● WHAT IS EXPECTED: Those lines of the records that contain "Highway" are to be located and copied.

● DATA PROVIDED:
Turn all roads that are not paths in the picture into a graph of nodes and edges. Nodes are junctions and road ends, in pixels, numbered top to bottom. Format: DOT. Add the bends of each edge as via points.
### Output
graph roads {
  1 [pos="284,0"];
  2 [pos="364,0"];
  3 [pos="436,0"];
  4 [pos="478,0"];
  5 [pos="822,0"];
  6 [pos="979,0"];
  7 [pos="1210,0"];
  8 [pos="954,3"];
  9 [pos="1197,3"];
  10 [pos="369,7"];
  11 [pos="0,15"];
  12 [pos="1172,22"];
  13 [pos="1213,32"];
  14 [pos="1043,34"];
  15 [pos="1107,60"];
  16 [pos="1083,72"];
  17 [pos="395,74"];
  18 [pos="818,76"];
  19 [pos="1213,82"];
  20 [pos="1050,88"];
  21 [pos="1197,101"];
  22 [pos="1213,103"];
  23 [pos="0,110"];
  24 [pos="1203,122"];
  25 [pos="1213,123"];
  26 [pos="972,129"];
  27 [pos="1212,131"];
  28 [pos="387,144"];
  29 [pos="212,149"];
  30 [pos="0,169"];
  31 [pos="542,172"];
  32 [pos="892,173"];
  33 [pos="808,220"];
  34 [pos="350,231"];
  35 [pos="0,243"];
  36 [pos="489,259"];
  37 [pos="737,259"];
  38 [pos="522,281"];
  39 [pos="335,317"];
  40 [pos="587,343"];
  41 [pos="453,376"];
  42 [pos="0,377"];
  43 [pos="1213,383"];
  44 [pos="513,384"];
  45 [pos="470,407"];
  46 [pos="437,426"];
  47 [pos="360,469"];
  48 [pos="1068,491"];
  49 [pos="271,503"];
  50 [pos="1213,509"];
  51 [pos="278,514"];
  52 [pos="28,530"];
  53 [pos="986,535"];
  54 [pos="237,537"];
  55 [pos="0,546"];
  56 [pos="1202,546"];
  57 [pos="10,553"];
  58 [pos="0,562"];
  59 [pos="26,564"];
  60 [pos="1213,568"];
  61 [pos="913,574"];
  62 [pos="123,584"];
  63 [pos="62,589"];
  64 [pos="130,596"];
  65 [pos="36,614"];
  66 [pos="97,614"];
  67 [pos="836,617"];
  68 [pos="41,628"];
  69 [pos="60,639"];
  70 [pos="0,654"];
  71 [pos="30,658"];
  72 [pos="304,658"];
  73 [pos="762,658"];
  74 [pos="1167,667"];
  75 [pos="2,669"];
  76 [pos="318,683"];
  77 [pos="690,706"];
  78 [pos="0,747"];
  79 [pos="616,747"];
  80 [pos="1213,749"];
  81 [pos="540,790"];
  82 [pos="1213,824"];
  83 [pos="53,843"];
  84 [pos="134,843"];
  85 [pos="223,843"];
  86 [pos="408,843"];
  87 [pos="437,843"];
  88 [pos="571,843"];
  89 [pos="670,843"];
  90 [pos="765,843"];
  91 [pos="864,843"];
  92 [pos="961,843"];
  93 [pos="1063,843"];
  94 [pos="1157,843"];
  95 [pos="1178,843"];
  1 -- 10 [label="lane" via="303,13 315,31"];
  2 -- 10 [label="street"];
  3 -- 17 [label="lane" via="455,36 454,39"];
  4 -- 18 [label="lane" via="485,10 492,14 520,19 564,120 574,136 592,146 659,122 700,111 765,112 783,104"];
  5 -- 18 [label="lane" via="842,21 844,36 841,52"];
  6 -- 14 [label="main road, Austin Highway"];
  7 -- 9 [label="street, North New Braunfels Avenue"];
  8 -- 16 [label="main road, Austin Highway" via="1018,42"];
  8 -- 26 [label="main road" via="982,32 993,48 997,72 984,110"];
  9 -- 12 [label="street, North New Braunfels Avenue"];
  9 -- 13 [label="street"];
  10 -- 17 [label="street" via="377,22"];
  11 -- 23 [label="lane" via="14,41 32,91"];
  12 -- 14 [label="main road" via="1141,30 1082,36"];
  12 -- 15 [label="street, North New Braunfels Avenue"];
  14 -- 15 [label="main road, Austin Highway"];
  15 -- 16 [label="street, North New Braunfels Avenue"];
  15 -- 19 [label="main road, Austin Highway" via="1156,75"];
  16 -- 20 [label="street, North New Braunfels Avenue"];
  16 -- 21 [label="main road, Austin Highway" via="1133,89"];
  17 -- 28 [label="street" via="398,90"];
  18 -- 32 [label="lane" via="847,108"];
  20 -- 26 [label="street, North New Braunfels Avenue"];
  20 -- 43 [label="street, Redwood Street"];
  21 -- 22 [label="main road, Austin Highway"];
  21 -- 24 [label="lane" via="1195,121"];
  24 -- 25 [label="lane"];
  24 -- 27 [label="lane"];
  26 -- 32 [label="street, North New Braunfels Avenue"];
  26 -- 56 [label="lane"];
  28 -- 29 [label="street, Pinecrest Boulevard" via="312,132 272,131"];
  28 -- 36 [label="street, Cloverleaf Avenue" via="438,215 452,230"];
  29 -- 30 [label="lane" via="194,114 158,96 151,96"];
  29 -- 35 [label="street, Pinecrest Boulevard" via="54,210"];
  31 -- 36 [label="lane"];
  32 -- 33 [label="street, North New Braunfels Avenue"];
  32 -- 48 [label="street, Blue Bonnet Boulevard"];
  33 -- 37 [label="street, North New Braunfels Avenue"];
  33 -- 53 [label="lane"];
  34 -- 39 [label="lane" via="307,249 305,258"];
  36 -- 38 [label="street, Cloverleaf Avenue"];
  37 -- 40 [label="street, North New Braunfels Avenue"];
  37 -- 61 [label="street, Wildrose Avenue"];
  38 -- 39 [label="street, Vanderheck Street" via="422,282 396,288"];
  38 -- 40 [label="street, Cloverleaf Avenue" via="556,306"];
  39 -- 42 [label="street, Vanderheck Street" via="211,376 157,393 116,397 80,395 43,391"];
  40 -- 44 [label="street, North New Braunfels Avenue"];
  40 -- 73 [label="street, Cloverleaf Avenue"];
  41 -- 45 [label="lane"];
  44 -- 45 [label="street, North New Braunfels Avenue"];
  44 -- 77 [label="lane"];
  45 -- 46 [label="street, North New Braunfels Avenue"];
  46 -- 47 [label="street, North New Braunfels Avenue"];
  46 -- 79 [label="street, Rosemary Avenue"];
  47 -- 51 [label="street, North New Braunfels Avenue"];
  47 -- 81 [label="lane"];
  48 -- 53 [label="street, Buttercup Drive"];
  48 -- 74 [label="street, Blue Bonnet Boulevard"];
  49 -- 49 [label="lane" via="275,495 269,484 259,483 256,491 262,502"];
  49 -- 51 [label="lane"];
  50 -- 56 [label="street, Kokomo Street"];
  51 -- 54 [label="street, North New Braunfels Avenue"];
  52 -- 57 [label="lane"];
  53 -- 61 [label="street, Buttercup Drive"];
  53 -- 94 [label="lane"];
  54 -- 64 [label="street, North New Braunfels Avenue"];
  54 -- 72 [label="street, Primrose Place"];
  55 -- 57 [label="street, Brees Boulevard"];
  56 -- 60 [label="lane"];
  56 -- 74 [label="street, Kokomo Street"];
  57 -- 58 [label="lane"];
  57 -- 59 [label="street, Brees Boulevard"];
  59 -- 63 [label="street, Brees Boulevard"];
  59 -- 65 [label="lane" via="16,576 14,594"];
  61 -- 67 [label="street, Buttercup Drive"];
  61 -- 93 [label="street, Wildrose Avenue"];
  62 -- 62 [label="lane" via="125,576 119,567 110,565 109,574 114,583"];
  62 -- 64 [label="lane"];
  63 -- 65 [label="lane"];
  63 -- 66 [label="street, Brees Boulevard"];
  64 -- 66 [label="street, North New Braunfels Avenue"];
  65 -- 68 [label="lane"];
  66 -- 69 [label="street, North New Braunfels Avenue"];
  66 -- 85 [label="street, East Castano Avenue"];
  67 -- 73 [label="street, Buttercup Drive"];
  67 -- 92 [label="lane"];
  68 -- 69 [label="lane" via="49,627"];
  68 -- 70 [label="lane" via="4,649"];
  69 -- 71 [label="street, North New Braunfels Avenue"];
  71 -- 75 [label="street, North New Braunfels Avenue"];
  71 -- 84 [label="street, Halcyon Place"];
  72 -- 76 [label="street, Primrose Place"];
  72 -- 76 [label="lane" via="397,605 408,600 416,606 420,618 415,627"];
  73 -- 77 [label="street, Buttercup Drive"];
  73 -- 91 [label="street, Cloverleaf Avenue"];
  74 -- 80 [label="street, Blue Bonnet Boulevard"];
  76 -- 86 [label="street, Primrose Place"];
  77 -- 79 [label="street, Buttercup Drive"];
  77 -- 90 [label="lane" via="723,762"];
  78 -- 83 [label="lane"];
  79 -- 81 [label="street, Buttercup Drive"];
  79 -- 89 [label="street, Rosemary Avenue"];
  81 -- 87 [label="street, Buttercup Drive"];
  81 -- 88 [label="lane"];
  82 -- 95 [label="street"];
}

* * *

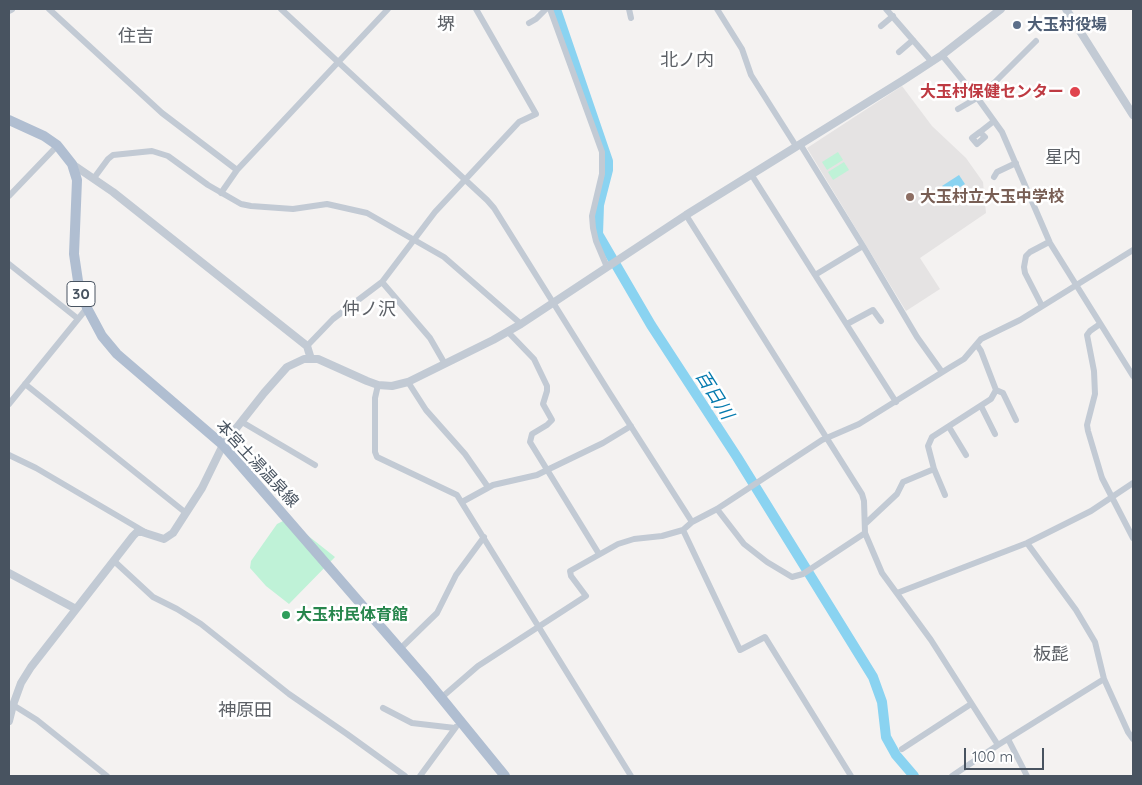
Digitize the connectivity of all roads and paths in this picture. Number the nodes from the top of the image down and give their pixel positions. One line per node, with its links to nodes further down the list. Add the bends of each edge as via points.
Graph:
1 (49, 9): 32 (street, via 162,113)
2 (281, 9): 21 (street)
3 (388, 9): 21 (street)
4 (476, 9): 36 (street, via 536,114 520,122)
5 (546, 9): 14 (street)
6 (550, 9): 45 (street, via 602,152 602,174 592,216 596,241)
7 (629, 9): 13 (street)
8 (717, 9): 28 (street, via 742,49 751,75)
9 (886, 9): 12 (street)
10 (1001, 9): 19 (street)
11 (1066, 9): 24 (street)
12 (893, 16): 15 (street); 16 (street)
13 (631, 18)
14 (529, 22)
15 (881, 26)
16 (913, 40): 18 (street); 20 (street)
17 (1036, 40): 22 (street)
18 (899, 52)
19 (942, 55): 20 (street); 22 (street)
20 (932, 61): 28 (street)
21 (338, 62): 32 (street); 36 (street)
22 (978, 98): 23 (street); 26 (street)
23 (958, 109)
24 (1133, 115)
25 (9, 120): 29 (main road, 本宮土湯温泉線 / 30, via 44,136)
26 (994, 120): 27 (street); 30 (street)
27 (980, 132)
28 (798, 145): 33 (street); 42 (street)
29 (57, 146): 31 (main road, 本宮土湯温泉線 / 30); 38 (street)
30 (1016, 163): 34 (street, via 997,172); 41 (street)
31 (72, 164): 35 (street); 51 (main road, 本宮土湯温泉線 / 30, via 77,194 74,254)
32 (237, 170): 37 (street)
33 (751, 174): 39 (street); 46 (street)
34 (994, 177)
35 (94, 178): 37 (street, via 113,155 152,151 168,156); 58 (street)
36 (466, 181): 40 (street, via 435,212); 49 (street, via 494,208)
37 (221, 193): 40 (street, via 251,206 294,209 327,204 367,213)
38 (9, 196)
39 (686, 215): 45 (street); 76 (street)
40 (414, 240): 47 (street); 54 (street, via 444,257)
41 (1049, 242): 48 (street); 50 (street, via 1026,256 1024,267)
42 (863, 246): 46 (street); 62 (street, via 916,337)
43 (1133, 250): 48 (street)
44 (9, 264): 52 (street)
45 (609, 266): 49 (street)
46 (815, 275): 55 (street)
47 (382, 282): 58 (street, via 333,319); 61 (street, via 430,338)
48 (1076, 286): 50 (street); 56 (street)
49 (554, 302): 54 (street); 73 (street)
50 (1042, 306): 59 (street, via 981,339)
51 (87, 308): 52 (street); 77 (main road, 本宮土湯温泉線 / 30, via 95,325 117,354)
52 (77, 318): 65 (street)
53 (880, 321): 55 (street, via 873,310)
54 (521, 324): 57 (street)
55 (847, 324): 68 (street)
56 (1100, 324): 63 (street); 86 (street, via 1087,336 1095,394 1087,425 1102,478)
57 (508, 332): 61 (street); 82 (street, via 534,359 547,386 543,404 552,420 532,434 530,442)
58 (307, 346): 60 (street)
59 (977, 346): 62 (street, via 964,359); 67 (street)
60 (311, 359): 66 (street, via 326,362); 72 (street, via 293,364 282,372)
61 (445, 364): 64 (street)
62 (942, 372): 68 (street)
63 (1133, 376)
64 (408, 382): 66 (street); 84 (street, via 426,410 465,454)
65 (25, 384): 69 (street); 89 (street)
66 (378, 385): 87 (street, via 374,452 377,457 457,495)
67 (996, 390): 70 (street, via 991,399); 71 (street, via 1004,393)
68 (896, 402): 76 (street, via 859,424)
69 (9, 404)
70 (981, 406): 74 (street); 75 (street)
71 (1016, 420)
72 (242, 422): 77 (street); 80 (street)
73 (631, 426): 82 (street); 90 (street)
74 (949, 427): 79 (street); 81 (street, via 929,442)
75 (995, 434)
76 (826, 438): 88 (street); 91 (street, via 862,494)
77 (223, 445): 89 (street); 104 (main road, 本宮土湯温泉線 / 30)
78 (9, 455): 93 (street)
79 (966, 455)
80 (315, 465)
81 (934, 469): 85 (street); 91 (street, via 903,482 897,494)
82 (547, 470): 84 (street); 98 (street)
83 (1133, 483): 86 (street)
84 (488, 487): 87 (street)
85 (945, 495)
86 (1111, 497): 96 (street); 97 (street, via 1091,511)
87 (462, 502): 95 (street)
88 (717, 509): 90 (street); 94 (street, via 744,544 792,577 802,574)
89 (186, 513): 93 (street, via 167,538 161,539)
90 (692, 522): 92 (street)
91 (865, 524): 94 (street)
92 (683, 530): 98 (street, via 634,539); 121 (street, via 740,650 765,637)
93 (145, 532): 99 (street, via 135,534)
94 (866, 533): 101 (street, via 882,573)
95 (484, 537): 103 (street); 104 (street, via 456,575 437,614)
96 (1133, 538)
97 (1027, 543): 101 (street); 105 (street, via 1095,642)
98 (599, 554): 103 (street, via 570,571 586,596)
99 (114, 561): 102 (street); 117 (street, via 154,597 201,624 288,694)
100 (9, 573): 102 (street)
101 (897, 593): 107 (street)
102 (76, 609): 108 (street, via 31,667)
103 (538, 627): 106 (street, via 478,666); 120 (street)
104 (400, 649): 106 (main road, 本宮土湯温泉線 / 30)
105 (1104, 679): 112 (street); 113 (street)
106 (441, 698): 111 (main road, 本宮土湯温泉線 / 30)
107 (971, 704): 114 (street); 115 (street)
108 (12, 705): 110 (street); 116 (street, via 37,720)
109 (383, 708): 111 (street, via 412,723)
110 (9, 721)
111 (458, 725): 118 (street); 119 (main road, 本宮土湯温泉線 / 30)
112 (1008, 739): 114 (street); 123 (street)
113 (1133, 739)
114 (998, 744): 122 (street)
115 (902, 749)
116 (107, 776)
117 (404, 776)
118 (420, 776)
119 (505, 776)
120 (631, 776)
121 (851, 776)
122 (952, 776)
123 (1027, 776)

● SOLUTION TO THIS PROBLEM:
  6 -- 14 [label="main road, Austin Highway"];
  8 -- 16 [label="main road, Austin Highway" via="1018,42"];
  14 -- 15 [label="main road, Austin Highway"];
  15 -- 19 [label="main road, Austin Highway" via="1156,75"];
  16 -- 21 [label="main road, Austin Highway" via="1133,89"];
  21 -- 22 [label="main road, Austin Highway"];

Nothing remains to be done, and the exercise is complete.